### TO DO
Filter the data for "Write" and copy matching lines.

──────── DATA UNDER STUDY

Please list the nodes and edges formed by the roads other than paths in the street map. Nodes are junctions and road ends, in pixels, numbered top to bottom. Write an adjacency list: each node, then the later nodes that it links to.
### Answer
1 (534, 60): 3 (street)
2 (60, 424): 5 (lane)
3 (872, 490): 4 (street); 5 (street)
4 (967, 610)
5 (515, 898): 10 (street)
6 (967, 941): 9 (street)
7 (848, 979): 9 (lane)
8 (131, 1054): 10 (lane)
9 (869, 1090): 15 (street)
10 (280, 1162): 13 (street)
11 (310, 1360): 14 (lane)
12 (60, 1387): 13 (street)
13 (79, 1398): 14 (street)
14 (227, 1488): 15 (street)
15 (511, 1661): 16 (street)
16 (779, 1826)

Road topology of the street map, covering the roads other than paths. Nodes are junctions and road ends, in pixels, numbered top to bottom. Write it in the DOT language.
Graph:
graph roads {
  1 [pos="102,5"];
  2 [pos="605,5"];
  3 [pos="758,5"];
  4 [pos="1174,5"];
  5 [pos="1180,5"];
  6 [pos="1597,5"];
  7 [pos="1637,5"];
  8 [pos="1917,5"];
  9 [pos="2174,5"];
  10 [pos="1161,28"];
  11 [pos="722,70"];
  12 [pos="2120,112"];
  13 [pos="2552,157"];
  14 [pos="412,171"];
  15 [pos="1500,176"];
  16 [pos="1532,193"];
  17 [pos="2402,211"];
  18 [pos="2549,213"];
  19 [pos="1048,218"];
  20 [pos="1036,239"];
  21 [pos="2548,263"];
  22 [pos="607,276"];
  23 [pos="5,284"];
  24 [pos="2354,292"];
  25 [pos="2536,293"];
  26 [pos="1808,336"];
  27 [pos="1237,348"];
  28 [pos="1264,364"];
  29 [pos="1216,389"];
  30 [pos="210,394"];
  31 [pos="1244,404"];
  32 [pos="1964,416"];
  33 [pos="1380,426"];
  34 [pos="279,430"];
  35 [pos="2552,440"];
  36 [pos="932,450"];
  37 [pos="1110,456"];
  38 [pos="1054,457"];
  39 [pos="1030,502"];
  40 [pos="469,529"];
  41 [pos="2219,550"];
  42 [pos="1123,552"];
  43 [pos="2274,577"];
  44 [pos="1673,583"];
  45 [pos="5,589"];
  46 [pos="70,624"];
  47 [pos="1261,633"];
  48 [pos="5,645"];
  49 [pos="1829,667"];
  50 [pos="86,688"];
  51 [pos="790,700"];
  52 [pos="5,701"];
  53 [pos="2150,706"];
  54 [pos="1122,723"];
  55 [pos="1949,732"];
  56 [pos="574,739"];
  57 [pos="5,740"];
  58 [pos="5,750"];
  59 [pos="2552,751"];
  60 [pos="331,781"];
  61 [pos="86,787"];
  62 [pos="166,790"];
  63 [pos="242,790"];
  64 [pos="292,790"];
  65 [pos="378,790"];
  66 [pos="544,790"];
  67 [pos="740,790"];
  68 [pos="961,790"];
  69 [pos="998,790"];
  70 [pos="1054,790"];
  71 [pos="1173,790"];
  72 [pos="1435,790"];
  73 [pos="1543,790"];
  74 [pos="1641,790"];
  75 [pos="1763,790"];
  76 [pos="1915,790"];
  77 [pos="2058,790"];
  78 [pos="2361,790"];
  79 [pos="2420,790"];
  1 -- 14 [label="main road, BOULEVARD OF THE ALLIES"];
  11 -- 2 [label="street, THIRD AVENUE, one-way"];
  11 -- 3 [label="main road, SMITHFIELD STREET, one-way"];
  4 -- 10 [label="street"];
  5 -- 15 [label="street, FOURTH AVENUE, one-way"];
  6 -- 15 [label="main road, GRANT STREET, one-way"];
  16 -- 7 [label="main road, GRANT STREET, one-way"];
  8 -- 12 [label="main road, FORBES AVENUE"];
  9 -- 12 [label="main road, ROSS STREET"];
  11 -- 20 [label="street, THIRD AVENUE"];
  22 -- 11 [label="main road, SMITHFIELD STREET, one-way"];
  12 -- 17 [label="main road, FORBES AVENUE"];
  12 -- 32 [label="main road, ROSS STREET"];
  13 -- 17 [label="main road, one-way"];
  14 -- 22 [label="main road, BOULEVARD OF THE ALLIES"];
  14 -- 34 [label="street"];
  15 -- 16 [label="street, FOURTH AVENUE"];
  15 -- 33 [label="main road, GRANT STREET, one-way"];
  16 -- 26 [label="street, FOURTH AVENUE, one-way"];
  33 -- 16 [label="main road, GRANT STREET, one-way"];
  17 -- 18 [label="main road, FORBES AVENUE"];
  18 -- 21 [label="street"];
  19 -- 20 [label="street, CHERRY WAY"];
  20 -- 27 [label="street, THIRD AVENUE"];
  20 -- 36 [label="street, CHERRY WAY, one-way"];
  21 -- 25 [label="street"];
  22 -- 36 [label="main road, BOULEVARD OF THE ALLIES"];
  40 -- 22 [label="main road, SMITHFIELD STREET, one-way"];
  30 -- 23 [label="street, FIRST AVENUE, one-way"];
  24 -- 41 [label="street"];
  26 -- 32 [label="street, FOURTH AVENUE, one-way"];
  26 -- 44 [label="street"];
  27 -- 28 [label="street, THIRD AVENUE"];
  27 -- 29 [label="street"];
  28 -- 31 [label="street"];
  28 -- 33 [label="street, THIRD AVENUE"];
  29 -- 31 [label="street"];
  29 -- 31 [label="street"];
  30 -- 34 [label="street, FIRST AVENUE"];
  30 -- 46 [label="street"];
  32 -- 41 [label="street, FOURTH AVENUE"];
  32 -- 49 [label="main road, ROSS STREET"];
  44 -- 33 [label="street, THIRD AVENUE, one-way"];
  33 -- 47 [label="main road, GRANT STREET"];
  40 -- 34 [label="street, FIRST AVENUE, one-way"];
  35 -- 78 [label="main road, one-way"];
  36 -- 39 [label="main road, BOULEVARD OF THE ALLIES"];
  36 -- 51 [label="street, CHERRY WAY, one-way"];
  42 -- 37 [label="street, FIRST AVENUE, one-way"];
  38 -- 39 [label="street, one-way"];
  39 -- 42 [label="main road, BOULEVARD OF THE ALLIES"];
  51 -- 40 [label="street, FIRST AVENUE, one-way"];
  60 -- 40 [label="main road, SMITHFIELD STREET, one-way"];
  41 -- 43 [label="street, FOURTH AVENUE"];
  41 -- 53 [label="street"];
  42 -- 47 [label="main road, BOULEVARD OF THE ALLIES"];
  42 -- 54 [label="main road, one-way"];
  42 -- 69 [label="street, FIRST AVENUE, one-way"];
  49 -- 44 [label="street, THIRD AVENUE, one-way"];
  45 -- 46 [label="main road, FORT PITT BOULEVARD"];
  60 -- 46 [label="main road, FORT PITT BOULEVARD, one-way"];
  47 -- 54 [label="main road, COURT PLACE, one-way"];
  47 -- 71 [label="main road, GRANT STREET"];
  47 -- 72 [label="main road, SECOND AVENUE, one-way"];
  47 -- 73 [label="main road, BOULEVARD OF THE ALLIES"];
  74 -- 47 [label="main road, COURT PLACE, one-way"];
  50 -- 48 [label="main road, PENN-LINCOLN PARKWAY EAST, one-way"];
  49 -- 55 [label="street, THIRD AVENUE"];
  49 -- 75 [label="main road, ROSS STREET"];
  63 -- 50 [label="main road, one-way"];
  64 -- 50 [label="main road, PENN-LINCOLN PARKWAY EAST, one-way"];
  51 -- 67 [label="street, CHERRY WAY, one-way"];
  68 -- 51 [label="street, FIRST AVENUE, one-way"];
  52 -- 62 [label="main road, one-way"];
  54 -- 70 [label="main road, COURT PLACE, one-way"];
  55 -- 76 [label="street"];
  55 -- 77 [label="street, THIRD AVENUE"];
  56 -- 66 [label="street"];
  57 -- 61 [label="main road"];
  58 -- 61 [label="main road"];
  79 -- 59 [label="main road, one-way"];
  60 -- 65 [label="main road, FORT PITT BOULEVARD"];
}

────────────────

### EXERCISE OUTPUT
Please list the nodes and edges formed by the roads other than paths in the street map. Nodes are junctions and road ends, in pixels, numbered top to bottom. Write an adjacency list: each node, then the later nodes that it links to.
Road topology of the street map, covering the roads other than paths. Nodes are junctions and road ends, in pixels, numbered top to bottom. Write it in the DOT language.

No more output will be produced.